I'm a bit reluctant to post this in case it looks like I'm talking a load of incoherent drivel, and I'm also not sure how this helps 'end' structural racism when all you are really doing is acknowledging the structures that exist, but perhaps that is one of the starting points rather than immediately looking at a top down approach.

Re: How to help end structural racism

Posted: Sat Jun 13, 2020 9:26 pm
by tom p
I'm a bit reluctant to post this in case it looks like I'm talking a load of incoherent drivel, ...

You're not.

... and I'm also not sure how this helps 'end' structural racism when all you are really doing is acknowledging the structures that exist, but perhaps that is one of the starting points rather than immediately looking at a top down approach

Well, I don't think any one person can, but these sort of little things must help. If all of us who mean well do what we can, then it can only help, as those who don't care are kinda pushed into doing good things and those who mean I'll get effectively sidelined.

A journey of a thousand miles starts with a single step, innit

Re: How to help end structural racism

Posted: Sun Jun 14, 2020 8:47 am
by Fishnut
I've been thinking about this question ever since tomp asked it and while, unsurprisingly, I don't have any real answers the ways I'm trying to help are by educating myself and then calling out racism when I can do so coherently.

It's been really disappointing to see my family coming out with now-familiar excuses for why Colston's statue should have remained. "He was a great philanthropist", "he made most of his money in wine"( :?: ), "he was only doing what everyone did back then". What's even more disappointing is that they don't want to be challenged, and when I try they just shut down the conversation, literally saying "stop, I don't want to talk about this any more" after having spent 10 minutes bemoaning the protestors for their actions and that Gone With The Wind has been taken off the TV (in the US, not even here!). Oh, and GWTW is fine because it's old and just reflecting the times it was made, plus they gave Hattie McDaniel an Oscar so they couldn't have been racist :shock: :roll:. So, in the same way that charity supposedly starts at home I'm trying to find ways of getting my family to understand that racism isn't something that other people do or that you can say racist things without being a racist.

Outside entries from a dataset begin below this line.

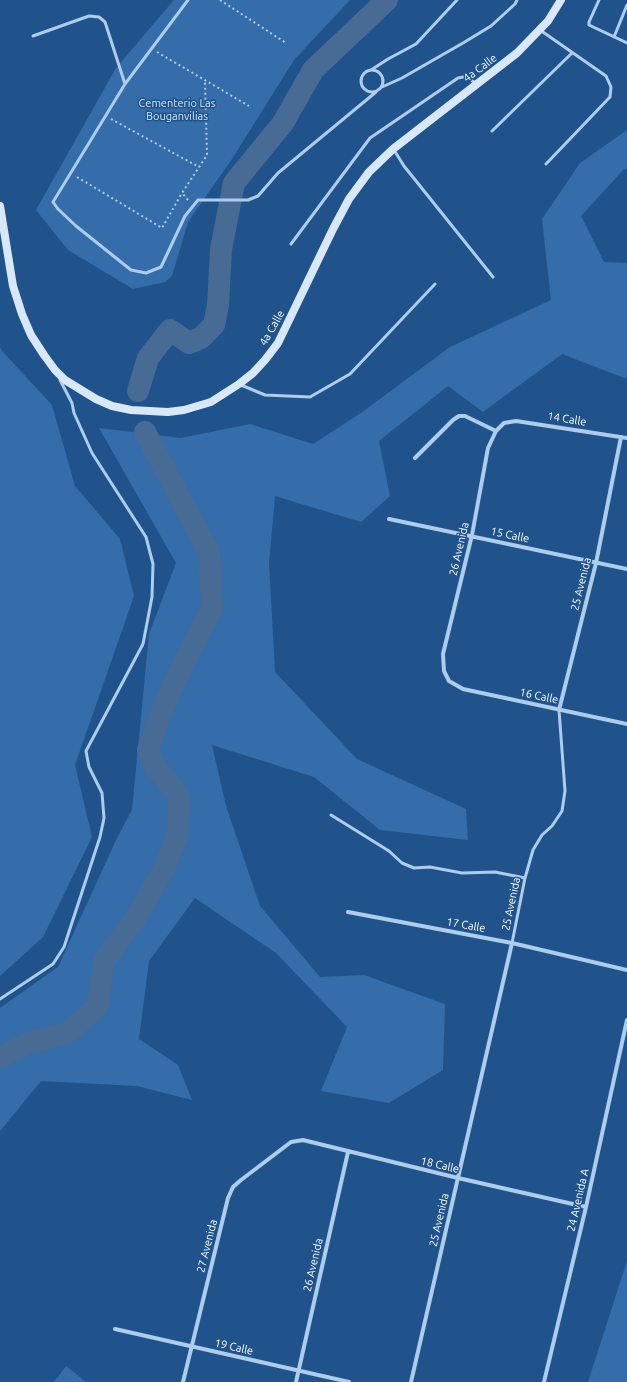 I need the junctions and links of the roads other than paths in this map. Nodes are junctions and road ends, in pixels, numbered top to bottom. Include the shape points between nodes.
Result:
1 (188, 0) edge
2 (457, 0) edge
3 (517, 0) edge
4 (561, 0) edge
5 (599, 0) edge
6 (627, 5) edge
7 (540, 30) junction
8 (33, 36) dead end
9 (614, 37) junction
10 (627, 43) edge
11 (572, 53) junction
12 (371, 70) junction
13 (125, 84) junction
14 (477, 84) junction
15 (382, 87) junction
16 (376, 92) junction
17 (492, 131) dead end
18 (393, 149) junction
19 (546, 164) dead end
20 (0, 206) edge
21 (291, 244) dead end
22 (492, 277) dead end
23 (435, 284) dead end
24 (55, 370) junction
25 (239, 384) junction
26 (504, 423) joint
27 (496, 431) junction
28 (621, 437) junction
29 (627, 438) edge
30 (415, 458) dead end
31 (389, 519) dead end
32 (472, 536) junction
33 (596, 563) junction
34 (627, 569) edge
35 (449, 681) joint
36 (559, 710) junction
37 (627, 724) edge
38 (332, 815) dead end
39 (525, 878) junction
40 (348, 912) dead end
41 (512, 943) junction
42 (627, 970) edge
43 (0, 999) edge
44 (627, 1020) edge
45 (291, 1142) joint
46 (348, 1152) junction
47 (458, 1178) junction
48 (586, 1207) junction
49 (115, 1329) dead end
50 (191, 1346) junction
51 (298, 1370) junction
52 (183, 1382) edge
53 (296, 1382) edge
54 (349, 1382) edge
55 (411, 1382) edge
56 (544, 1382) edge

1 - 13 lane
2 - 12 lane via 416,44
3 - 15 lane via 491,26
4 - 7 main road, 4a Calle
5 - 9 lane via 588,22 589,25
6 - 9 lane
7 - 11 lane
7 - 14 main road, 4a Calle via 517,53
8 - 13 lane via 89,16 99,17 105,22
9 - 10 lane
11 - 17 lane
11 - 19 lane via 606,76 610,97
12 - 15 lane via 378,72 382,77
12 - 16 lane via 365,73 362,83 368,91
13 - 16 lane via 53,202 76,226 131,270 146,273 161,267 185,216 198,200 248,200 258,196 278,173
14 - 18 main road, 4a Calle
14 - 21 lane via 467,77 458,78 370,138
15 - 16 lane
18 - 22 lane
18 - 25 main road, 4a Calle via 369,172 350,199 278,343 253,373
20 - 24 main road, 4a Calle via 14,286 22,314 31,335
23 - 25 lane via 350,374 310,397 265,395
24 - 25 main road, 4a Calle via 81,391 112,406 153,412 184,410 211,402
24 - 43 lane via 72,403 92,453 146,537 153,564 152,597 143,644 86,750 86,759 102,793 104,818 64,947 53,964
26 - 27 street, 26 Avenida
26 - 28 street, 14 Calle via 516,420
27 - 30 street via 465,416 459,416
27 - 32 street, 26 Avenida via 488,448
28 - 29 street, 14 Calle
28 - 33 street, 25 Avenida
31 - 32 street, 15 Calle
32 - 33 street, 15 Calle
32 - 35 street, 26 Avenida via 443,654 444,671
33 - 34 street, 15 Calle
33 - 36 street, 25 Avenida
35 - 36 street, 16 Calle via 463,689
36 - 37 street, 16 Calle
36 - 39 lane, 25 Avenida via 565,791 562,811 533,850
38 - 39 lane via 389,851 402,863 414,868 430,867 462,873 495,872
39 - 41 lane, 25 Avenida
40 - 41 street, 17 Calle
41 - 42 street, 17 Calle
41 - 47 street, 25 Avenida
44 - 48 street, 24 Avenida A
45 - 46 street, 18 Calle via 303,1140
45 - 50 street, 27 Avenida via 233,1187 228,1198
46 - 47 street, 18 Calle
46 - 51 street, 26 Avenida
47 - 48 street, 18 Calle
47 - 55 street, 25 Avenida
48 - 56 street, 24 Avenida A
49 - 50 street, 19 Calle
50 - 51 street, 19 Calle
50 - 52 street, 27 Avenida
51 - 53 street, 26 Avenida
51 - 54 street, 19 Calle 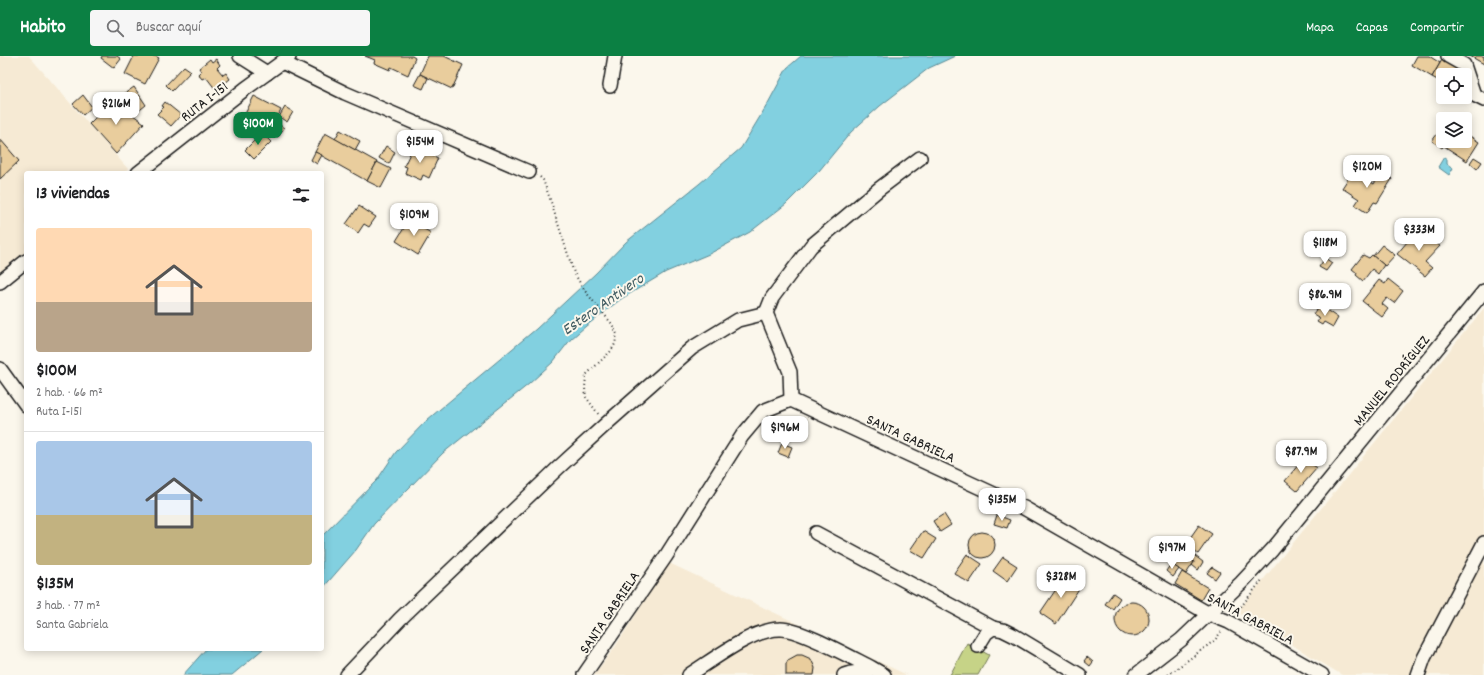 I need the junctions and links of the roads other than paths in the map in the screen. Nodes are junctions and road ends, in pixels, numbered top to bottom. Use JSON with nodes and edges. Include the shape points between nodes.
{"nodes":[{"id":1,"x":240,"y":56,"type":"edge"},
{"id":2,"x":615,"y":56,"type":"edge"},
{"id":3,"x":1448,"y":56,"type":"edge"},
{"id":4,"x":286,"y":59,"type":"edge"},
{"id":5,"x":267,"y":73,"type":"junction"},
{"id":6,"x":610,"y":86,"type":"dead end"},
{"id":7,"x":1484,"y":100,"type":"edge"},
{"id":8,"x":920,"y":158,"type":"dead end"},
{"id":9,"x":141,"y":171,"type":"edge"},
{"id":10,"x":529,"y":172,"type":"road end"},
{"id":11,"x":24,"y":264,"type":"edge"},
{"id":12,"x":0,"y":282,"type":"edge"},
{"id":13,"x":1484,"y":291,"type":"edge"},
{"id":14,"x":766,"y":314,"type":"junction"},
{"id":15,"x":0,"y":369,"type":"edge"},
{"id":16,"x":791,"y":400,"type":"junction"},
{"id":17,"x":24,"y":402,"type":"edge"},
{"id":18,"x":816,"y":533,"type":"dead end"},
{"id":19,"x":1484,"y":543,"type":"edge"},
{"id":20,"x":1209,"y":614,"type":"junction"},
{"id":21,"x":993,"y":628,"type":"junction"},
{"id":22,"x":978,"y":646,"type":"dead end"},
{"id":23,"x":347,"y":675,"type":"edge"},
{"id":24,"x":584,"y":675,"type":"edge"},
{"id":25,"x":689,"y":675,"type":"edge"},
{"id":26,"x":844,"y":675,"type":"edge"},
{"id":27,"x":866,"y":675,"type":"edge"},
{"id":28,"x":884,"y":675,"type":"edge"},
{"id":29,"x":1080,"y":675,"type":"edge"},
{"id":30,"x":1136,"y":675,"type":"edge"},
{"id":31,"x":1322,"y":675,"type":"edge"},
{"id":32,"x":1418,"y":675,"type":"edge"}],
"edges":[{"from":1,"to":5,"type":"street"},
{"from":2,"to":6,"type":"street"},
{"from":3,"to":7,"type":"street","via":[[1464,64],[1474,95]]},
{"from":4,"to":5,"type":"street","name":"RUTA I-151"},
{"from":4,"to":10,"type":"street","via":[[358,99]]},
{"from":5,"to":9,"type":"street","name":"RUTA I-151"},
{"from":8,"to":14,"type":"street","via":[[811,246],[772,298]]},
{"from":11,"to":12,"type":"street"},
{"from":13,"to":20,"type":"street","name":"MANUEL RODRÍGUEZ","via":[[1272,550]]},
{"from":14,"to":16,"type":"street","via":[[790,372]]},
{"from":14,"to":23,"type":"street","via":[[738,320],[692,348],[606,424],[400,619]]},
{"from":15,"to":17,"type":"street"},
{"from":16,"to":20,"type":"street","name":"SANTA GABRIELA","via":[[1024,508]]},
{"from":16,"to":24,"type":"street","name":"SANTA GABRIELA","via":[[763,410],[742,436],[666,556]]},
{"from":18,"to":21,"type":"street"},
{"from":19,"to":32,"type":"street","via":[[1424,658]]},
{"from":20,"to":30,"type":"street","name":"MANUEL RODRÍGUEZ","via":[[1182,640]]},
{"from":20,"to":31,"type":"street","name":"SANTA GABRIELA","via":[[1229,622]]},
{"from":21,"to":22,"type":"street","via":[[986,633]]},
{"from":21,"to":29,"type":"street","via":[[1015,636]]},
{"from":25,"to":28,"type":"street","via":[[745,639],[778,628],[794,631]]},
{"from":26,"to":27,"type":"street","via":[[860,672]]}]}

Re: How to help end structural racism

Posted: Sun Jun 14, 2020 9:08 am
by discovolante
Fishnut wrote:
Sun Jun 14, 2020 8:47 am
I've been thinking about this question ever since tomp asked it and while, unsurprisingly, I don't have any real answers the ways I'm trying to help are by educating myself and then calling out racism when I can do so coherently.

It's been really disappointing to see my family coming out with now-familiar excuses for why Colston's statue should have remained. "He was a great philanthropist", "he made most of his money in wine"( :?: ), "he was only doing what everyone did back then". What's even more disappointing is that they don't want to be challenged, and when I try they just shut down the conversation, literally saying "stop, I don't want to talk about this any more" after having spent 10 minutes bemoaning the protestors for their actions and that Gone With The Wind has been taken off the TV (in the US, not even here!). Oh, and GWTW is fine because it's old and just reflecting the times it was made, plus they gave Hattie McDaniel an Oscar so they couldn't have been racist :shock: :roll:. So, in the same way that charity supposedly starts at home I'm trying to find ways of getting my family to understand that racism isn't something that other people do or that you can say racist things without being a racist.
In the 'changing minds' thread I asked some stuff about who should be the target of our energy and used racism as an example. Maybe I'm projecting but I think a lot if not most of us who are white have a lot to learn ourselves about racism and how it manifests in different situations, and how we may fail to spot it, fail to stop it, be inadvertently complicit etc. So I think one thing to start with is taking the time ourselves to learn more, which I am being doing and have been trying to do for a while, but I have to admit recent events have refocused my attention. It's quite difficult sometimes tbh and I might well look back on some of my posts about this in the future and cringe in shame as I have about other stuff...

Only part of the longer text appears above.